> _Work item_
Check every line of the entries for the string "street" and return the ones that contain it.

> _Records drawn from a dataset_
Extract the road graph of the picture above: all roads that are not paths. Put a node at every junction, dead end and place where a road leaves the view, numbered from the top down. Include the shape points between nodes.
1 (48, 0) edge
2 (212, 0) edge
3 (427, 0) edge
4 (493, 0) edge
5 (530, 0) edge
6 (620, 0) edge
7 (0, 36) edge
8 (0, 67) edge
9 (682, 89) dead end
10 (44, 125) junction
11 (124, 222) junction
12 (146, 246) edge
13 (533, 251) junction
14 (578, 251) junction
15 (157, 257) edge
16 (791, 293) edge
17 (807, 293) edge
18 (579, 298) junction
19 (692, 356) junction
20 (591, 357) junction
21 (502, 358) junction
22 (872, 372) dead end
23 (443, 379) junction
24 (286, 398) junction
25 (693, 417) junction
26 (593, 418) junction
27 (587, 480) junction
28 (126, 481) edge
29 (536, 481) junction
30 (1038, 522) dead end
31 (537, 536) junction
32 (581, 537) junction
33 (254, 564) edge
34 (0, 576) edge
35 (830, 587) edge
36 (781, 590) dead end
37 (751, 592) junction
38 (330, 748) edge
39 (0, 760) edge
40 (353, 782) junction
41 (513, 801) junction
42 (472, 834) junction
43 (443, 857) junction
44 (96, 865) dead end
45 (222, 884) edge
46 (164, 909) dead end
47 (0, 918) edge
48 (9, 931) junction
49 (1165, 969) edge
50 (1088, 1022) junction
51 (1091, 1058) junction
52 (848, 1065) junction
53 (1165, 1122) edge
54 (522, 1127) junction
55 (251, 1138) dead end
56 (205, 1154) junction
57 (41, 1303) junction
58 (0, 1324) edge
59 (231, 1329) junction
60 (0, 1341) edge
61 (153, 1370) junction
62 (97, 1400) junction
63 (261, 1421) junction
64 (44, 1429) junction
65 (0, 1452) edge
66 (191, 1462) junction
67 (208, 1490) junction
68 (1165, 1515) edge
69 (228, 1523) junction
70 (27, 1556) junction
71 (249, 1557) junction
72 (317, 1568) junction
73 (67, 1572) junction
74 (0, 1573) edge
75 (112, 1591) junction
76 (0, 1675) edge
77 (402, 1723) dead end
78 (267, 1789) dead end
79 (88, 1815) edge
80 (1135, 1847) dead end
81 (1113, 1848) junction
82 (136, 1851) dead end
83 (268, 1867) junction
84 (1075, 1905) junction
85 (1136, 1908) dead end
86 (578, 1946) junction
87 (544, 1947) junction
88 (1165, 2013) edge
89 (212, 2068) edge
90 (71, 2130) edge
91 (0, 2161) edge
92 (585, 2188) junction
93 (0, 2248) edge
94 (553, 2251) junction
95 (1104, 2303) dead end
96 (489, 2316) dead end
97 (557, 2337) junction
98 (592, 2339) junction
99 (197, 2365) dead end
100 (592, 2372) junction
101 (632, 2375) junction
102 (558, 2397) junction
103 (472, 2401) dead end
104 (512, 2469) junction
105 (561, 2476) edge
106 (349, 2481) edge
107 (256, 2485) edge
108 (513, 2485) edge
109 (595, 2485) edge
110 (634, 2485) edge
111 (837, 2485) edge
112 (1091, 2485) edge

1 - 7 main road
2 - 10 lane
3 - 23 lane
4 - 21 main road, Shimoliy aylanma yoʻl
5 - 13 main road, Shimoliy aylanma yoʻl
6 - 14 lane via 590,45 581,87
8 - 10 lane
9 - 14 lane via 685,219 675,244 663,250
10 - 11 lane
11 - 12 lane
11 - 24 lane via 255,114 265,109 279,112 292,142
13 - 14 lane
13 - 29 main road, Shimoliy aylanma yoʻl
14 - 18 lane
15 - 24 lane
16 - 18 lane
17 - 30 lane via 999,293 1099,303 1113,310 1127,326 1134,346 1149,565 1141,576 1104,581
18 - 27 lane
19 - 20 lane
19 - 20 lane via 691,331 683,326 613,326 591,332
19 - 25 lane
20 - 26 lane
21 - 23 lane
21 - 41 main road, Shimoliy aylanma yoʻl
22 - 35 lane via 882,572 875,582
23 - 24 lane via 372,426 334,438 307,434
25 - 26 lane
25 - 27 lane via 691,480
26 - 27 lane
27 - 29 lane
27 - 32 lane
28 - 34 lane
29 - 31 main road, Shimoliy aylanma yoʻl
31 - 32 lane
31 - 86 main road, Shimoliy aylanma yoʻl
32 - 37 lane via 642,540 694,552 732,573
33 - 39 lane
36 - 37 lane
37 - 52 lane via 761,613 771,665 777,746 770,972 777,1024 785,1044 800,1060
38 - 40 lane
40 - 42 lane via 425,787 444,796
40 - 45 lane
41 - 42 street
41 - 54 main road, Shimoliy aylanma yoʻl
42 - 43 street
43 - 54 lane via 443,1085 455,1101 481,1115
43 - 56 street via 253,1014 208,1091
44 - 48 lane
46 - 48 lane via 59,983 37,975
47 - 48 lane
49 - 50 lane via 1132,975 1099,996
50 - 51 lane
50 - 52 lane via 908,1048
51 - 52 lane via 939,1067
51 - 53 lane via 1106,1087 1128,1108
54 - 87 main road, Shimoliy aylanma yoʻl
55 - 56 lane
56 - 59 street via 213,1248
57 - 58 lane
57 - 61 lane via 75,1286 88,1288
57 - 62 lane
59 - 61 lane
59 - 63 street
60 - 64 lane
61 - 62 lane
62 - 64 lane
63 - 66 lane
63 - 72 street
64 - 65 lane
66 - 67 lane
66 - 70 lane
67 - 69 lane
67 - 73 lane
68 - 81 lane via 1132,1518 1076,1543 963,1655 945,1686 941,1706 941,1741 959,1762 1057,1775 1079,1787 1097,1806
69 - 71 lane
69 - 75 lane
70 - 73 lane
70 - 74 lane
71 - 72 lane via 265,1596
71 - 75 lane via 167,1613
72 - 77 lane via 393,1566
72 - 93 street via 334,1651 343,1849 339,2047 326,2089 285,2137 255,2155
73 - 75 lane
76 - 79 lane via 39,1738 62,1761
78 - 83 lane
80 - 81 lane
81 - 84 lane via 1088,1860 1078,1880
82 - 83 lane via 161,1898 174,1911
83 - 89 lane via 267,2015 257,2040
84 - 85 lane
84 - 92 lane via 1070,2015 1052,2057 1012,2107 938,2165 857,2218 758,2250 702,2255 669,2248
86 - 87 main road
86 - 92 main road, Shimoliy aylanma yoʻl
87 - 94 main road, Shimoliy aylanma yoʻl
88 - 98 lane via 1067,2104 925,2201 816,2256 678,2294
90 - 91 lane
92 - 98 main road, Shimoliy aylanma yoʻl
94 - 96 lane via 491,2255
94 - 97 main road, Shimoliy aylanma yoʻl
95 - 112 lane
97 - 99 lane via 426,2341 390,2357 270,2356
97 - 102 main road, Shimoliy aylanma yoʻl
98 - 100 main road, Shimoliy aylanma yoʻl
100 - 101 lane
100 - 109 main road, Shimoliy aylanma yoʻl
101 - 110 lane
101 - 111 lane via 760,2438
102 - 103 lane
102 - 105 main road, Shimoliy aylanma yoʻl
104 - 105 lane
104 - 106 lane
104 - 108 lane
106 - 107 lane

> _Answer box_
41 - 42 street
42 - 43 street
43 - 56 street via 253,1014 208,1091
56 - 59 street via 213,1248
59 - 63 street
63 - 72 street
72 - 93 street via 334,1651 343,1849 339,2047 326,2089 285,2137 255,2155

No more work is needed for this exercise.